If it’s not the mode, the population, the timing, the question or the weighting, there’s really one explanation left: the sample itself. For some reason, some pollsters are getting a vastly more Trump-friendly group of Republican respondents than others.
Or, to be more blunt about it: Someone’s data could be extraordinarily and unacceptably inaccurate — inaccurate to a degree we would have never guessed until pollsters started asking about a new race.
So which pollsters are right?
It’s really hard to tell which of these polls might be “right” or “wrong.” There are countless ways to collect survey data online and, in general, there’s very little transparency about the process. Even when there is transparency, there aren’t well-established best practices that make it easy to evaluate whether a given approach is a sound one.
But there are two reasons to err toward the polls that are showing Trump weakness.
First, the so-called probability polls have uniformly showed relative weakness for Mr. Trump.
Probability sampling is where the respondents are more or less recruited at random, such as by calling random telephone numbers or by sending a mail invitation to random addresses to participate in an online poll. It’s traditionally considered the gold standard in survey research. A nonprobability sample, by contrast, isn’t selected at random. It might instead be recruited from banner ads on certain websites.
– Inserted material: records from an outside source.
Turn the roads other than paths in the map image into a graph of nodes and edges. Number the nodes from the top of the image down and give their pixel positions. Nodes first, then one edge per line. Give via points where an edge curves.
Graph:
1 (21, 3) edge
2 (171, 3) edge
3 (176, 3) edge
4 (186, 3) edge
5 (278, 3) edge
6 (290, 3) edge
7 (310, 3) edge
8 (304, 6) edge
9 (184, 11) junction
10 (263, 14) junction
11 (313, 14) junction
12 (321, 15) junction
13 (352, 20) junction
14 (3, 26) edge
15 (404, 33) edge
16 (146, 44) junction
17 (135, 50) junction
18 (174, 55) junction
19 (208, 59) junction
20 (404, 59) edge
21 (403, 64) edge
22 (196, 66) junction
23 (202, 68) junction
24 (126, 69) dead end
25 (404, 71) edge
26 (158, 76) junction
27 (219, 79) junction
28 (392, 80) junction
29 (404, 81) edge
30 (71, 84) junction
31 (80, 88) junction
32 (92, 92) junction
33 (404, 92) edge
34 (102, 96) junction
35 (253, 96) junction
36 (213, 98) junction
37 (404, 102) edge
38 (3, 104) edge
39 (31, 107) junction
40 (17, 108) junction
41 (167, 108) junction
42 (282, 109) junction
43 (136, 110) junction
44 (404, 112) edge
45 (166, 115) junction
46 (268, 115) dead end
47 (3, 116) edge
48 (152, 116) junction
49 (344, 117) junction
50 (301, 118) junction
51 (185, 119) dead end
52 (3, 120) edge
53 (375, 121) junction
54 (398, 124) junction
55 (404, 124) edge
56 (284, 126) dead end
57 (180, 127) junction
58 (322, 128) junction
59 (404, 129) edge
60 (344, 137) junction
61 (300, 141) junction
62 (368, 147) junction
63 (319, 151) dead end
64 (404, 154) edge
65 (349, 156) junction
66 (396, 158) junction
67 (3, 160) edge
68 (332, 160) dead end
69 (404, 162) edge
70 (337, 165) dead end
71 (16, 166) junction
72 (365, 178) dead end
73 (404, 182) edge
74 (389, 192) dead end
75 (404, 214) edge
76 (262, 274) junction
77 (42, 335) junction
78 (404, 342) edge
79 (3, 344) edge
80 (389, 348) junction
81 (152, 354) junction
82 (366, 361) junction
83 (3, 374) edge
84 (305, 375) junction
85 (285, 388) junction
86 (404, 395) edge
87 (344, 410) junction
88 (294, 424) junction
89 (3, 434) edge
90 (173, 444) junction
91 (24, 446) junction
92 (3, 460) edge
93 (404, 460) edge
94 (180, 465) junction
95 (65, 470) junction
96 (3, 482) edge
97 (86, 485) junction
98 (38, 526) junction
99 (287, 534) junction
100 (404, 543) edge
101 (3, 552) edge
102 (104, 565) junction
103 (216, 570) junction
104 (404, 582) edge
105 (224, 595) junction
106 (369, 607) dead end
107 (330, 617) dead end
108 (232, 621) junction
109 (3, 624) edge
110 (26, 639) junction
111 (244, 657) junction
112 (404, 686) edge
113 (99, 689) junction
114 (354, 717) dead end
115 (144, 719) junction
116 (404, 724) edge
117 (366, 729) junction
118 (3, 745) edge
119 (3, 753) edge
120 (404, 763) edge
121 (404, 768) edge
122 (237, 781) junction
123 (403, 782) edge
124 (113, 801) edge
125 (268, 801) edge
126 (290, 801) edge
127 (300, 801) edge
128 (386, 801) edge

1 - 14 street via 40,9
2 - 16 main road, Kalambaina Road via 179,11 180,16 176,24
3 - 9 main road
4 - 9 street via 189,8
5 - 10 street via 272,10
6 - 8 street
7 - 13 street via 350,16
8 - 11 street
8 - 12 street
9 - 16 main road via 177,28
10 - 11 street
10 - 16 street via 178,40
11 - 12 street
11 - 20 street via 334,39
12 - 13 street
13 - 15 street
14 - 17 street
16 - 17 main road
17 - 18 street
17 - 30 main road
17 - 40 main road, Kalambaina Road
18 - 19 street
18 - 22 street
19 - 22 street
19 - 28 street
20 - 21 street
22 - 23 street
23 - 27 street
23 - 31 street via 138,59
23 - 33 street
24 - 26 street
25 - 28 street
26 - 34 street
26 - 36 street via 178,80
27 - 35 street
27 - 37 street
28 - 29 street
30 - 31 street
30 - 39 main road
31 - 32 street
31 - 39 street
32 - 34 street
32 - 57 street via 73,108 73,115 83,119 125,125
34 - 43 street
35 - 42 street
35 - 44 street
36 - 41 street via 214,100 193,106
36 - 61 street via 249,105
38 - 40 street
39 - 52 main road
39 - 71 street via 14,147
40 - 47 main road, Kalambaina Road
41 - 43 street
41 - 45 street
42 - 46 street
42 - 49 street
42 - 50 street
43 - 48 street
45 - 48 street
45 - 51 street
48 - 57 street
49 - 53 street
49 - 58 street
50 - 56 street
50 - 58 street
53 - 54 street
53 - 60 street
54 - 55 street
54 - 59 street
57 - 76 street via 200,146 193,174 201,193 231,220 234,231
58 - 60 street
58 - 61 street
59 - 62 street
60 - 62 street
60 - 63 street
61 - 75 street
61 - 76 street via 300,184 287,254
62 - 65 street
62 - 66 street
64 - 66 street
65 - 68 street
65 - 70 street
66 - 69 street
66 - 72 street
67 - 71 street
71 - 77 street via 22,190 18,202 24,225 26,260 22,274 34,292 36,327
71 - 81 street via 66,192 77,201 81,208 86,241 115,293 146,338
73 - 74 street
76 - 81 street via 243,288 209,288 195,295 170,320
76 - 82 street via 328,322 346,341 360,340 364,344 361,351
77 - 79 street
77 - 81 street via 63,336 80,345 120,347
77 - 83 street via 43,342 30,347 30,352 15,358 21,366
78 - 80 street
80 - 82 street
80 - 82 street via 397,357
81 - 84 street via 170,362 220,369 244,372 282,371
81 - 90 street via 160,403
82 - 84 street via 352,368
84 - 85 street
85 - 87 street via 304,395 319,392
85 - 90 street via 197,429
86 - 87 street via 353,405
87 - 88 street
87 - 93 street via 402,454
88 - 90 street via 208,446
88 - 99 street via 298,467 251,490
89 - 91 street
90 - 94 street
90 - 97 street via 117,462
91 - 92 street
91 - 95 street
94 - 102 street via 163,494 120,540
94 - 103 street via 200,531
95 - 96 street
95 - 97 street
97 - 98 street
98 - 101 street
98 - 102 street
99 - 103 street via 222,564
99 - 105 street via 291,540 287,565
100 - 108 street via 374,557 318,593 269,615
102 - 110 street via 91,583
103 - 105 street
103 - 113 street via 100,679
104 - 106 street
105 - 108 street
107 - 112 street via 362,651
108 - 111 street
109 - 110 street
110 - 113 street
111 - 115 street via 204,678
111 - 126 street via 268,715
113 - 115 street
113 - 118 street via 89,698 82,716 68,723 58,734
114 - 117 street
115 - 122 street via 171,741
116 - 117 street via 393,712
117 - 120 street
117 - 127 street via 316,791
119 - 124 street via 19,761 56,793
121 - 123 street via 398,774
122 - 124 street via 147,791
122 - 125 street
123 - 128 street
The five probability samples — from Ipsos, Suffolk, Monmouth, Quinnipiac and Marquette Law (fielded by SSRS) — tend to give Mr. Trump relatively bad news. Ipsos and Monmouth found him trailing Mr. DeSantis with just 25 percent and 26 percent of support in a multicandidate field. Suffolk University and Marquette Law/SSRS found Mr. Trump at just 36 percent and 33 percent in a one-on-one matchup (and did not ask a multicandidate question).